Yesterday, an Ohio plastic surgeon, Katharine Grawe—who accumulated nearly 15 million likes by livestreaming operations on TikTok as “Doctor Roxy”—was permanently banned from practicing medicine and surgery in Ohio.
The decision came following a November 2022 suspension temporarily barring Grawe from seeing patients after the State Medical Board of Ohio reviewed “clear and convincing evidence” from multiple patients who were harmed during Grawe’s livestreamed surgeries. The board decided to suspend Grawe’s license, saying that her “continued practice presents a danger of immediate and serious harm to the public.”
The suspension notice details three anonymized patient complaints about “Doctor Roxy.” During one surgery that was livestreamed on TikTok, Grawe looked directly into the camera while inserting a thin tube called a cannula and performing liposuction on a patient.
“Despite liposuction being a blind surgery that requires awareness of the tip of the cannula to avoid injury, your attention to the camera meant at those moments you were not looking at the patient or palpating the location of the tip of the cannula,” the board wrote.
As a result of such negligence, that patient ended up needing a long hospital stay to deal with “free air in her abdomen,” a “perforated small bowel,” and a “necrotizing soft tissue infection,” the board wrote.
Another patient had to call 911 “due to cramping and severe abdominal pain” following a surgery involving a Brazilian butt lift, liposuction, and an umbilical hernia repair.

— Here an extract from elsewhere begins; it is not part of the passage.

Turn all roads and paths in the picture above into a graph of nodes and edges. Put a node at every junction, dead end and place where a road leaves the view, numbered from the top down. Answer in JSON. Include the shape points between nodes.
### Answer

That patient was rushed to the emergency room and had part of her small bowel removed after being diagnosed with a potentially fatal condition called rhabdomyolysis.
The third patient saw Grawe for a breast augmentation procedure involving silicone breast implants. In the days after that surgery, the patient felt nausea and noticed bleeding from the breast. The patient returned twice to Grawe’s office—Roxy Plastic Surgery—where Grawe delegated post-operation procedures to another surgeon and a nurse practitioner despite the patient’s “complex surgical history.” Ultimately, the patient had to go to the hospital to have the implants removed—which the board said that Grawe “erroneously” indicated to the hospital’s plastic surgeon had already happened.

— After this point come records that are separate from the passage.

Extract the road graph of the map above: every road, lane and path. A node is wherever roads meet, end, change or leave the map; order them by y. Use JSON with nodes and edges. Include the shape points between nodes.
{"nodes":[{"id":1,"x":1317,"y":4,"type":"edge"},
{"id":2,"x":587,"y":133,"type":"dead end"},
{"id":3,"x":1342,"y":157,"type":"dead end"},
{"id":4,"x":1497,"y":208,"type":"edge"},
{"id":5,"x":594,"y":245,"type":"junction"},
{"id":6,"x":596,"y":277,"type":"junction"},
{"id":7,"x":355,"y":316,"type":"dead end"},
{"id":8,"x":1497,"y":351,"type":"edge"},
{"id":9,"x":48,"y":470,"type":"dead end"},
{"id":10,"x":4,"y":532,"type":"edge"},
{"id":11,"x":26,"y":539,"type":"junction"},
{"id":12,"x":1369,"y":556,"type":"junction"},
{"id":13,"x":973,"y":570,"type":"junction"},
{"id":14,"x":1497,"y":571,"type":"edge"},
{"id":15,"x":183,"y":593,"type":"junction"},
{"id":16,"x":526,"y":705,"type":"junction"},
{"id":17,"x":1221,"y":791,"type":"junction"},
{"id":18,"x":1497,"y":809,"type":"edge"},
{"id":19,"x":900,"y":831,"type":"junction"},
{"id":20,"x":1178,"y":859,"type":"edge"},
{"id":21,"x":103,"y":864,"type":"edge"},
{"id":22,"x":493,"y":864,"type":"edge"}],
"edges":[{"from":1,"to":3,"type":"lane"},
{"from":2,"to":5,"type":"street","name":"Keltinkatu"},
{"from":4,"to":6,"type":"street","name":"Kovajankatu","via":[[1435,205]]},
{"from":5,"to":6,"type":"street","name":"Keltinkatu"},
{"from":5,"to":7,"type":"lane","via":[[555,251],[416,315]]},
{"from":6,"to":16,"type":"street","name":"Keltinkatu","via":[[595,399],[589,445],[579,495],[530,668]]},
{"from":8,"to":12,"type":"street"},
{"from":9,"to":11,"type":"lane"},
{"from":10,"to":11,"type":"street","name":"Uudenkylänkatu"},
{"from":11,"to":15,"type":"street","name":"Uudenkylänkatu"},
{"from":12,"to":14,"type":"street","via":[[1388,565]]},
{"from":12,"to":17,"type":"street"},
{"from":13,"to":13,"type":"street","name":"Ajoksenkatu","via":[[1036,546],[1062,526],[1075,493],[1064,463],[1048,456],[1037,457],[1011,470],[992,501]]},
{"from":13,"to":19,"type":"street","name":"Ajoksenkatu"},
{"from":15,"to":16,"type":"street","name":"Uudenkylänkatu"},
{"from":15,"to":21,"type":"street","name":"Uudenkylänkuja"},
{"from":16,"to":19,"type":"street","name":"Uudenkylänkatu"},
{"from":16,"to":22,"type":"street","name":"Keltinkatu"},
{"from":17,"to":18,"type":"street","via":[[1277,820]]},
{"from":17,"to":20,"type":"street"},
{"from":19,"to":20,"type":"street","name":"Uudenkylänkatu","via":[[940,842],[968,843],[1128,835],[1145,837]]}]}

“These outcomes were not normal complications like those that exist in the routine practice of medicine, but were rather caused by recklessness and disregard for the rules governing the practice of medicine in Ohio,” Jonathan B. Feibel, vice president of the medical board, said during the board’s hearing this week.
“Doctor Roxy” got two warnings
The board had warned Grawe twice before suspending her license of the potential ethical issues and their concerns about her departures from normal standards of care.

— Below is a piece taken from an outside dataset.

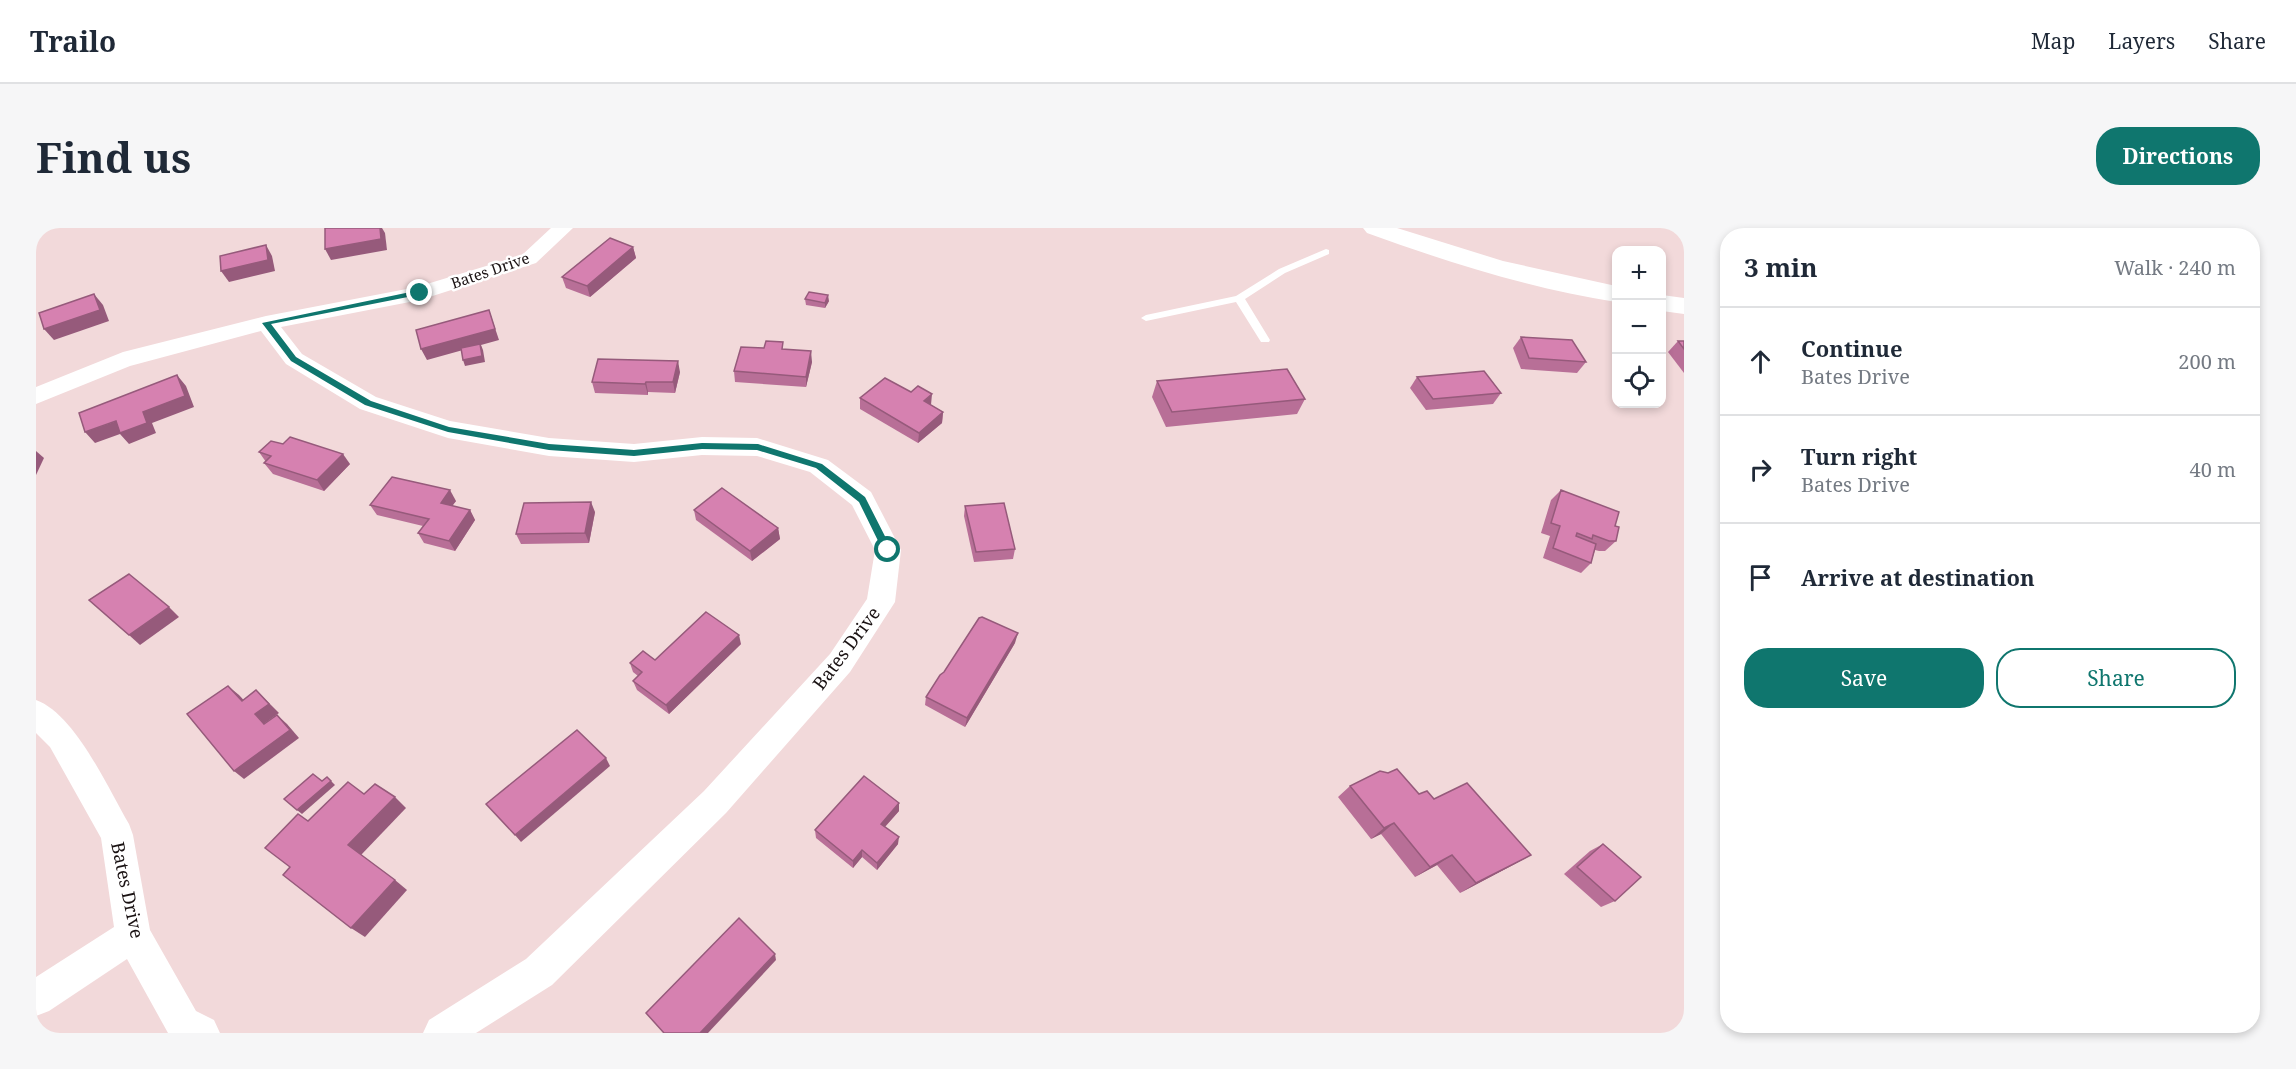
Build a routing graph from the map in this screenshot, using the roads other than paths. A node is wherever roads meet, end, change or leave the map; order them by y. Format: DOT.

The first warning came in 2018 when the board told her that she needed “to maintain patient privacy when sharing photos or video via social media.” On TikTok, Grawe shared “pre-operative photos, pre-operative interviews with patients about their bodies, livestreams of their procedures, post-operative still images of patients taken in the operating room, and the cost of the procedure,” the board noted. Grawe also had a habit of responding “to viewers’ online questions” during livestreams “while the surgical procedure” remained “actively ongoing,” the board said.
Grawe responded to that warning by updating her patient consent form.
Her next warning came in September 2021, when the board “articulated multi-faceted issues” with Grawe’s “care of these patients, including concerns regarding the lack of informed consent, ethical concerns related to privacy and social media, and avoidable complications that required surgical revisions.”
At that point, the board recommended that Grawe “undertake remedial education courses related to complications of plastic surgery and professionalism/ethics.” Grawe complied by completing remedial education in “Ethical Social Media” and “Finesse in Mastopexy and Augmentation Mastopexy,” which only addressed patient complaints of surgeries to improve sagging of the breasts.
After that, she kept on posting videos to TikTok through October 2022, leading up to her suspension and yesterday’s decision to permanently revoke her medical license in Ohio. Feibel said during her hearing that Grawe had previously “dismissed complaints as coming from disgruntled former patients,” The Columbus Dispatch reported.
A spokesperson for the State Medical Board of Ohio, Jerica Stewart, told Ars that “a permanent revocation means Katharine Grawe will no longer be permitted to practice medicine and surgery in the State of Ohio.” Grawe was also fined “$4,500 based on her failure to meet standard of care,” Stewart said.
All actions taken are ultimately documented on the board’s website. Stewart said that once Grawe receives the final documents, the board’s order will also be available here.
Ars could not immediately reach Grawe or TikTok for comment. Grawe’s TikTok account remains active with more than 825,000 followers, but it is currently locked.